Posts about consumerism

Doomed relationships

Dr. Phil, that hack quack, is giving relationship advice on Match.com to fools stupid enough to pay for such wisdom as, “If you want to be a winner in love, you want to be a winner in relationships, then do what it takes.”

Caveat vendator

Consumerist justice has been done. The NY Times reports today that Price Rite Photo — the object of Thomas Hawk’s proper blog fit — is nothing but tumbleweek.

Your friend inside

Brad Berens interviews Wired editor Chris Anderson about, among other things, Chris’ experience getting help from Microsoft with his XBox 360, comparing and contrasting the experience with my Dell hell. Chris emailed Microsoft bloggers asking for help and they put him in touch with the right people. Though Chris acknowledges that he might just get more attention because of his business card, it’s still an example of a new relationship companies can have with customers made possible by the individual relationships employee-bloggers have with customer-bloggers. This is what Chris Locke argued for in his book, Gozno Marketing: It’s about the people inside and outside the factory gates finding that they have shared interests.

: Speaking of Dell…. Inside Engadget’s incredible CES coverage is this from the media Q&A with Michael Dell et al:

The Jeff Jarvis factor: “We don’t want anyone to have a bad experience, whether they’re a blogger or anyone else. The broad body of evidence suggests that those experiences are rather anomolous, even though they’re completely unacceptable to us. What we found with Tech Connect is that a number of these problems — like rootkits — somebody has that problem, trying to solve it themselves over the phone, it’s just not gonna happen. But with a tool like Tech Connect, the guys can go in and fix it rather quickly. We’re also making an investment to improve service levels across the board. Adding new support sites. Edmonton, Ottawa, Oklahoma City. (And, no, Mike has no plans to blog himself.)

Compare and contrast Dell with Microsoft… Sun… the former Macromedia… and other, smarter tech companies, where personal relationships are possible. What would happen if somebody could actually find a friend in Dell? To this day, I get emails from fatally frustrated customers of Dell having nowhere to turn — and, unfortunately, there’s not a thing I can do for them, either. They need friends.

Yahoo strikes again

So I had a hissy fit sometime ago because Yahoo deactivated my email, which I think is a dumb thing to do to a prodigal customer who comes back and wants to try to use your service again. But I created a new identity for one purpose only: to try out the new Yahoo email. I waited patiently. I was told that finally, I could try out the new mail and when I had some spare time, I sat down prepared to enjoy what I’d heard such good things about. And what happens? Deactivated. I don’t care how groovy it is, I am not using Yahoo email or RSS if I cannot trust that it will be there. Old girlfriends and stray dogs are more loyal than Yahoo.
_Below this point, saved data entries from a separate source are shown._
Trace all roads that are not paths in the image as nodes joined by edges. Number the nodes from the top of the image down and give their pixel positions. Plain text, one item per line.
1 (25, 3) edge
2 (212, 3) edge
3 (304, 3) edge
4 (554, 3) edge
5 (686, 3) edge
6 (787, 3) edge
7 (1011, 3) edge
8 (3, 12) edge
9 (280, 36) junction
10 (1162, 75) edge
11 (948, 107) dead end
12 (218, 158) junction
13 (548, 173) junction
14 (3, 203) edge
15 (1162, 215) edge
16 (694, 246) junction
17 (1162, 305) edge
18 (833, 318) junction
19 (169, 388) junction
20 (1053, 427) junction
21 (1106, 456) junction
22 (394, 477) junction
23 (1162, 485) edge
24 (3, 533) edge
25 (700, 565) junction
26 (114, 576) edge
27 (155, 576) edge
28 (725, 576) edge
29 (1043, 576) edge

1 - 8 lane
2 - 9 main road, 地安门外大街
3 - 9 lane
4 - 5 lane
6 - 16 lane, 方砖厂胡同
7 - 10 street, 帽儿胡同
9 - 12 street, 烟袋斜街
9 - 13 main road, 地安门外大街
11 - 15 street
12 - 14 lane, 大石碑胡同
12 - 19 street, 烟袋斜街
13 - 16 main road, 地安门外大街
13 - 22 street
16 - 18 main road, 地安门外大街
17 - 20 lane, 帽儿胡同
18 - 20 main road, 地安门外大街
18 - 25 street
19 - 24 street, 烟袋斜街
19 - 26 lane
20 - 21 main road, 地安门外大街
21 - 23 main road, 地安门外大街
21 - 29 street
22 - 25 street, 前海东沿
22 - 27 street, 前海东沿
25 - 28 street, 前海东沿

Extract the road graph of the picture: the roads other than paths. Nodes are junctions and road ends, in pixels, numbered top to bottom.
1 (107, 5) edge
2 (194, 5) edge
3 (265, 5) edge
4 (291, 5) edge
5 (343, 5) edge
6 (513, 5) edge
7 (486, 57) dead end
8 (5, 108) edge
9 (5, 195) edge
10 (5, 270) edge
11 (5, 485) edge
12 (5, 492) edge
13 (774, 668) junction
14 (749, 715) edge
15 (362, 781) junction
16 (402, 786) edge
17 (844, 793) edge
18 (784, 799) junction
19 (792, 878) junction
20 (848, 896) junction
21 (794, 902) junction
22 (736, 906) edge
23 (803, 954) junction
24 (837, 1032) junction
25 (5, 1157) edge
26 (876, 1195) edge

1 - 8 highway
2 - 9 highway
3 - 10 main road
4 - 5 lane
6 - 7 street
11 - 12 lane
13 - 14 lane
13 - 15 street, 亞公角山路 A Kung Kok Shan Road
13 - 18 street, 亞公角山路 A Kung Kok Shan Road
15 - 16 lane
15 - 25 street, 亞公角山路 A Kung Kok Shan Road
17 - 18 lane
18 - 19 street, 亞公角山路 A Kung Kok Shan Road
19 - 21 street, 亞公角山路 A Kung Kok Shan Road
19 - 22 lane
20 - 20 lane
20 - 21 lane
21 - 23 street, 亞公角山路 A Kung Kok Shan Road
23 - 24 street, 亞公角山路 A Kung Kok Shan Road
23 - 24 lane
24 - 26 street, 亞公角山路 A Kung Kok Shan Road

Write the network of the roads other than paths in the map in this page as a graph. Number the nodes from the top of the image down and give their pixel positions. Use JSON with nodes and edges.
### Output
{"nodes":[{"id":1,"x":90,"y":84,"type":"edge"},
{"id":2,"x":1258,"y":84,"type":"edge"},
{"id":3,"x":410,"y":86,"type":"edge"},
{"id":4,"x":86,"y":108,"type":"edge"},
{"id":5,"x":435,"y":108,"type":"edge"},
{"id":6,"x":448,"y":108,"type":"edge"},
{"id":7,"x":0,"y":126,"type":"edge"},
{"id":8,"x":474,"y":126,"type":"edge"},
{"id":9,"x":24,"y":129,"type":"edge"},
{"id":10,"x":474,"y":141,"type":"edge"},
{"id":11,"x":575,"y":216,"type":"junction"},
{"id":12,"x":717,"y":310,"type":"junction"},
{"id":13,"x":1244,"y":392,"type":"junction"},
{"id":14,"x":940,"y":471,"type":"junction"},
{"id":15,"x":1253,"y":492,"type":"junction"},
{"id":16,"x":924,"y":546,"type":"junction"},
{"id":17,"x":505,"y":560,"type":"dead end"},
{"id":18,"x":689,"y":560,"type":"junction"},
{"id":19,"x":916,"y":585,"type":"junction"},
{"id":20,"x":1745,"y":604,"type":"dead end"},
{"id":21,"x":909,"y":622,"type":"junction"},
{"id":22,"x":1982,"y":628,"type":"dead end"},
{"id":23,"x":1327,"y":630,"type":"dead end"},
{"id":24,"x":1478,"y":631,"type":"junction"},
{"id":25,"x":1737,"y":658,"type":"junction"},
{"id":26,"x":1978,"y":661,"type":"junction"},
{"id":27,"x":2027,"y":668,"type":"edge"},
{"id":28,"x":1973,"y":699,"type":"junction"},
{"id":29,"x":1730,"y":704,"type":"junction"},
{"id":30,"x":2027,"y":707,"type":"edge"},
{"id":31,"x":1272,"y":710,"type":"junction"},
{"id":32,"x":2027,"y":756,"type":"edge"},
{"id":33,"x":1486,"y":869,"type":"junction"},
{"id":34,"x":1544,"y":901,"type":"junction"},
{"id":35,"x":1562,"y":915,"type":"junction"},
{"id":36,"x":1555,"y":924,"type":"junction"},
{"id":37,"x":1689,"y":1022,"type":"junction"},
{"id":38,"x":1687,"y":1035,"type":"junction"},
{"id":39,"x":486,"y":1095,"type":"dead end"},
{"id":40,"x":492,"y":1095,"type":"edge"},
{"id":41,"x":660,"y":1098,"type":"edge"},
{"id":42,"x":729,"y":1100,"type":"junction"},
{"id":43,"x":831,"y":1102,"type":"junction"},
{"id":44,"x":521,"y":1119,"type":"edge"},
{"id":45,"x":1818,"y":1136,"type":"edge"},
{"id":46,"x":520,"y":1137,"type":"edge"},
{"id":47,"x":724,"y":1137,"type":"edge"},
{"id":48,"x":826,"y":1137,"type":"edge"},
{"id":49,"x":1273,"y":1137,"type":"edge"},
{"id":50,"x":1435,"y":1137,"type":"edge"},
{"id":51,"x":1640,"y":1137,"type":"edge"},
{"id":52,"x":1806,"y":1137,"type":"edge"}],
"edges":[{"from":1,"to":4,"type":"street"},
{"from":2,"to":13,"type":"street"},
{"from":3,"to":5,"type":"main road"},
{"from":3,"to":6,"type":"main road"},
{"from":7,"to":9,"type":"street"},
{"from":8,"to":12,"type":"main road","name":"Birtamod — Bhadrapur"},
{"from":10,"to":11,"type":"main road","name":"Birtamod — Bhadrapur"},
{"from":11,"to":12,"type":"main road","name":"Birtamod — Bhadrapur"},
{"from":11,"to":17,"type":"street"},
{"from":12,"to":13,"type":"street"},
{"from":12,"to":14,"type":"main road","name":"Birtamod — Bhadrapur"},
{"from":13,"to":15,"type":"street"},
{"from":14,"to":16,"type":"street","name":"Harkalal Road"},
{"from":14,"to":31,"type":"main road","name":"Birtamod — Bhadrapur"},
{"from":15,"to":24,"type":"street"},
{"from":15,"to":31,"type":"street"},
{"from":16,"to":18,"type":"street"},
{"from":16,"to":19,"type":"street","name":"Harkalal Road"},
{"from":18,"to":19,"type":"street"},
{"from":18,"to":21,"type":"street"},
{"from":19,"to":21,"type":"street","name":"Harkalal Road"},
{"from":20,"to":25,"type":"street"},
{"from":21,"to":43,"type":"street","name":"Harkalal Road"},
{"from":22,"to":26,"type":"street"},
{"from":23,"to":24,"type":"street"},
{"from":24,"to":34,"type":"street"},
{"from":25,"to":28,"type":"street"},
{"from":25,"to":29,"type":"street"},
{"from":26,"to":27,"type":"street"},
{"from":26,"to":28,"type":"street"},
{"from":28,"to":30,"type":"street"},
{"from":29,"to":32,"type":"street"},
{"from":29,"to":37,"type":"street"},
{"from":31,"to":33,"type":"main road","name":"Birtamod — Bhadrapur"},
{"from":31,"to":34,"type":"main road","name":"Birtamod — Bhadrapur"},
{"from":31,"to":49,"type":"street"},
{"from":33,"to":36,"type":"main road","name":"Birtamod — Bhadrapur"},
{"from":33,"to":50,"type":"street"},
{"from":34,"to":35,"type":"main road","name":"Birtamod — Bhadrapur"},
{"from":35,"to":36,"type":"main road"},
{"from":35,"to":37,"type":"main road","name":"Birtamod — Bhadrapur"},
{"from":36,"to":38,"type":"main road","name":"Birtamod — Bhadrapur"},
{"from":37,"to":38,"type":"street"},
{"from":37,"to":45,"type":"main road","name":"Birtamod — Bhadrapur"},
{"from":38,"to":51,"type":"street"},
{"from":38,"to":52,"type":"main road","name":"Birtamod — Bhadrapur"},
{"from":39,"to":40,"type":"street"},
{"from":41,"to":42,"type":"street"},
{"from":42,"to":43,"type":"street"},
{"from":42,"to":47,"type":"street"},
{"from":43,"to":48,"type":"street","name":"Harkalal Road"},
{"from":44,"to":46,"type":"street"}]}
Compare and contrast that with Seth Godin’s Squidoo. A lens-creator (aka page-creator) there got an email saying that if he didn’t update his lens, it would killed. He blogged it. And Seth threw himself on his sword with abject apology and Squidoo sent email to all the affected users telling them to nevermind. [via Bubblegeneration]

I certainly hope Yahoo doesn’t start thinking they can kill my Del.icio.us and Flickr accounts because I don’t use them as often as they think I should. They did kill my beloved Oddpost, which I used for email — even paid for — as they took it behind the walls at Yahoo and cooked up the new email I am constantly thwarted from using.

This is why I say Yahoo is the last of the old media companies — because Yahoo thinks they’re in control. No, I’m in control. I’m using Gmail — which, it so happens, is good enough to use every day.

UPDATE AND APOLOGY: I do have a Yahoo account. I’ve had three recently. The first two were killed. But the third and latest is alive. My mistake. I am still antsy, having had prior identities zapped. But this one does exist. So my wrong. Oh, and I’m still not in the new mail.

Has anyone else…

…heard about delivery problems this Christmas? Last year, UPS employees stole two of our presents, so this year, we sent via the USPS, priority mail, insured, in plenty of time. Two packages should have arrived four days ago. One didn’t arrive. My father had to go chasing a mail truck to get the other; they’d left a note on Christmas Eve saying it could be picked up next week. My mother-in-law said she has heard of all kinds of problems with the Postal Service this year. Meanwhile, a vendor didn’t get two packages out by the time promised; nonetheless, they still should have arrived via FedEx in time for Christmas and neither did.